Dalla newsletter settimanale di Greenkiesta (ci si iscrive qui) – I meccanismi finanziari per sostenere i Paesi climaticamente più vulnerabili sono sempre al centro della diplomazia verde, anche quando i riflettori delle Conferenze delle parti (Cop) sono spenti.
A proposito, il 10 aprile alle Barbados è terminata – nel silenzio generale – la quinta riunione del comitato che si occupa di implementare il fondo Loss and damage, finalizzato al risarcimento degli Stati più poveri e meno responsabili della crisi del clima. Lo strumento, istituito alla Cop27 del 2022, non è ancora operativo. La protagonista del vertice è stata la padrona di casa Mia Mottley, prima ministra delle Barbados dal 2018 e principale portavoce delle grida d’allarme del Sud del mondo (la ricorderete forse per il suo discorso in Egitto durante la Cop27, quando citò Bob Marley per parlare di giustizia climatica).
Mia Mottley non fa parte del board per il Loss and damage, ma è la co-presidente della Global solidarity levies task force, pensata per elaborare le proposte concrete da mettere sul piatto della Cop30 di novembre. Il suo carisma e il suo senso d’urgenza hanno contribuito in modo determinante al raggiungimento di un risultato da non sottovalutare: il Fund for responding to Loss and Damage (Frld) – nome ufficiale del fondo – metterà a disposizione duecentocinquanta milioni di dollari fino alla fine del 2026.

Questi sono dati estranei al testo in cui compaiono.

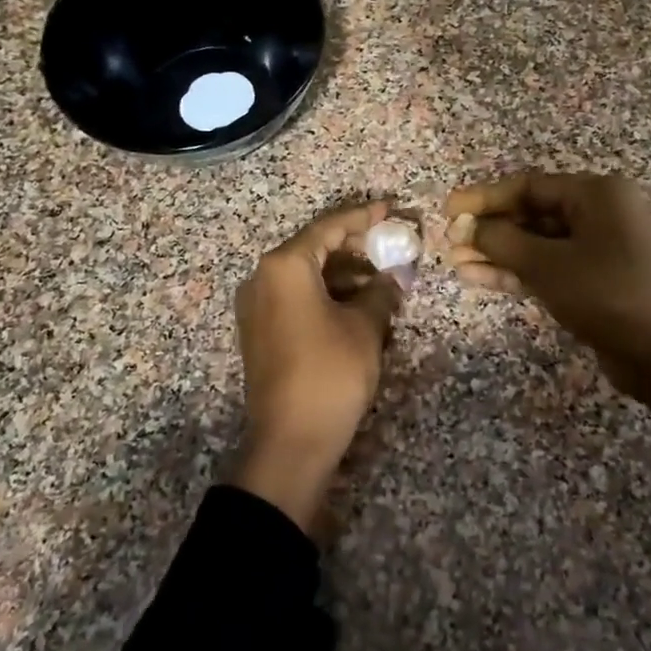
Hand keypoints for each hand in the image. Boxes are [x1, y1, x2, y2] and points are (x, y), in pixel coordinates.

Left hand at [231, 199, 403, 530]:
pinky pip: (296, 298)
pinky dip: (326, 294)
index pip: (329, 227)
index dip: (364, 217)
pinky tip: (358, 304)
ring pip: (306, 275)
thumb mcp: (364, 328)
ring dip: (343, 274)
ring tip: (383, 279)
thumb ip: (380, 292)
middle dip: (355, 247)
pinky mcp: (260, 331)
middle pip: (314, 248)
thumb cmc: (330, 373)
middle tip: (392, 246)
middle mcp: (262, 278)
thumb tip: (392, 278)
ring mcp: (257, 306)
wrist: (290, 441)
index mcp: (284, 266)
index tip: (392, 210)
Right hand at [444, 172, 650, 409]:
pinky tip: (476, 277)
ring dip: (497, 253)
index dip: (484, 197)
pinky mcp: (593, 281)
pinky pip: (547, 267)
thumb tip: (465, 227)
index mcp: (596, 194)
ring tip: (455, 262)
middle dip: (489, 229)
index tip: (448, 209)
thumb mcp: (547, 264)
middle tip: (449, 241)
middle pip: (531, 213)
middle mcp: (599, 214)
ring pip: (536, 244)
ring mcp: (598, 249)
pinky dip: (515, 272)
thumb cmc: (606, 294)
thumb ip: (501, 241)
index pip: (528, 186)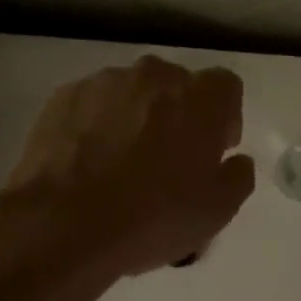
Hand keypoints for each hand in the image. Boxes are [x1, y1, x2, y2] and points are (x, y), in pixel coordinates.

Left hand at [0, 55, 254, 280]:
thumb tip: (235, 160)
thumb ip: (238, 176)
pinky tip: (90, 166)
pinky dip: (98, 127)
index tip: (214, 152)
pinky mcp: (63, 98)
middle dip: (180, 116)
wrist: (62, 224)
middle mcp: (154, 76)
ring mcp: (103, 82)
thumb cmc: (152, 218)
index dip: (225, 119)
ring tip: (123, 165)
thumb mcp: (217, 212)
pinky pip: (94, 106)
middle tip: (170, 161)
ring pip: (133, 95)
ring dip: (137, 119)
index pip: (226, 88)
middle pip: (177, 87)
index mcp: (200, 98)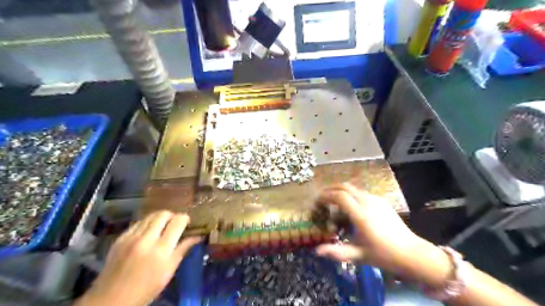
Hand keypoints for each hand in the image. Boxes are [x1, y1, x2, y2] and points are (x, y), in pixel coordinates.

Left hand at [77, 211, 201, 305]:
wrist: (111, 300)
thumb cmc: (147, 288)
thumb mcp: (169, 270)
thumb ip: (183, 249)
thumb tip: (198, 237)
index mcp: (162, 249)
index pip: (177, 222)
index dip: (185, 218)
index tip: (187, 222)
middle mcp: (146, 239)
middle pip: (163, 214)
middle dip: (172, 216)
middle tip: (175, 223)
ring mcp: (131, 237)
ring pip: (150, 216)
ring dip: (159, 218)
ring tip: (162, 226)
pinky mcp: (120, 239)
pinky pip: (137, 223)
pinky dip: (146, 224)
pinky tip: (147, 232)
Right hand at [316, 183, 420, 273]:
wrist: (411, 253)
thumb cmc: (383, 255)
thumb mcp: (358, 255)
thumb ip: (337, 252)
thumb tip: (317, 251)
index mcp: (361, 215)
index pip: (339, 196)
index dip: (326, 196)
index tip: (317, 201)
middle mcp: (367, 202)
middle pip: (345, 186)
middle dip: (331, 188)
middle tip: (322, 197)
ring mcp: (376, 200)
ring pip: (354, 188)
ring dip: (341, 190)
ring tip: (334, 201)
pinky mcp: (382, 201)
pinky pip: (362, 192)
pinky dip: (351, 194)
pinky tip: (350, 206)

Nello specifico, verranno erogate sovvenzioni comprese tra i cinque e i venti milioni di dollari per i progetti presentati dagli Stati più poveri, i cui governi potranno ricevere anche sostegni finanziari diretti per le misure d’emergenza successive agli eventi estremi (gli alloggi temporanei per gli sfollati, per esempio).
Duecentocinquanta milioni sono noccioline rispetto ai bisogni di queste popolazioni, ma ora almeno esiste una strategia per la fase di avvio del meccanismo finanziario che darà sostanza al Fondo. Secondo l’accordo, i piccoli Stati insulari in via di sviluppo (Sids) e i Paesi meno sviluppati (Ldc) riceveranno almeno il cinquanta per cento delle risorse erogate durante il primo stadio dei finanziamenti.
Per aumentare il denaro stanziato bisogna «pensare fuori dagli schemi», ha detto Mia Mottley, che ha proposto di raccogliere risorse attraverso tasse più elevate sui voli aerei, i trasporti marittimi e i progetti per l’estrazione di gas e petrolio.
«Chi ha contribuito al problema deve contribuire a risolverlo e lasciare qualcosa sul tavolo», ha aggiunto Mottley durante l’incontro alle Barbados, puntando poi il dito contro gli amministratori delegati delle aziende fossili: «A meno che non abbiano un piano immediatamente accessibile per vivere su Marte o Plutone, anche loro diventeranno le vittime di questa crisi». Secondo la rete di Ong “Loss and damage collaboration”, il fabbisogno effettivo per il risarcimento climatico dei Paesi in via di sviluppo ammonta a quattrocento miliardi di dollari l’anno; al momento, i governi hanno versato nel fondo Loss and damage soltanto trecentoventuno milioni, a fronte di un impegno complessivo da settecentosessantotto milioni.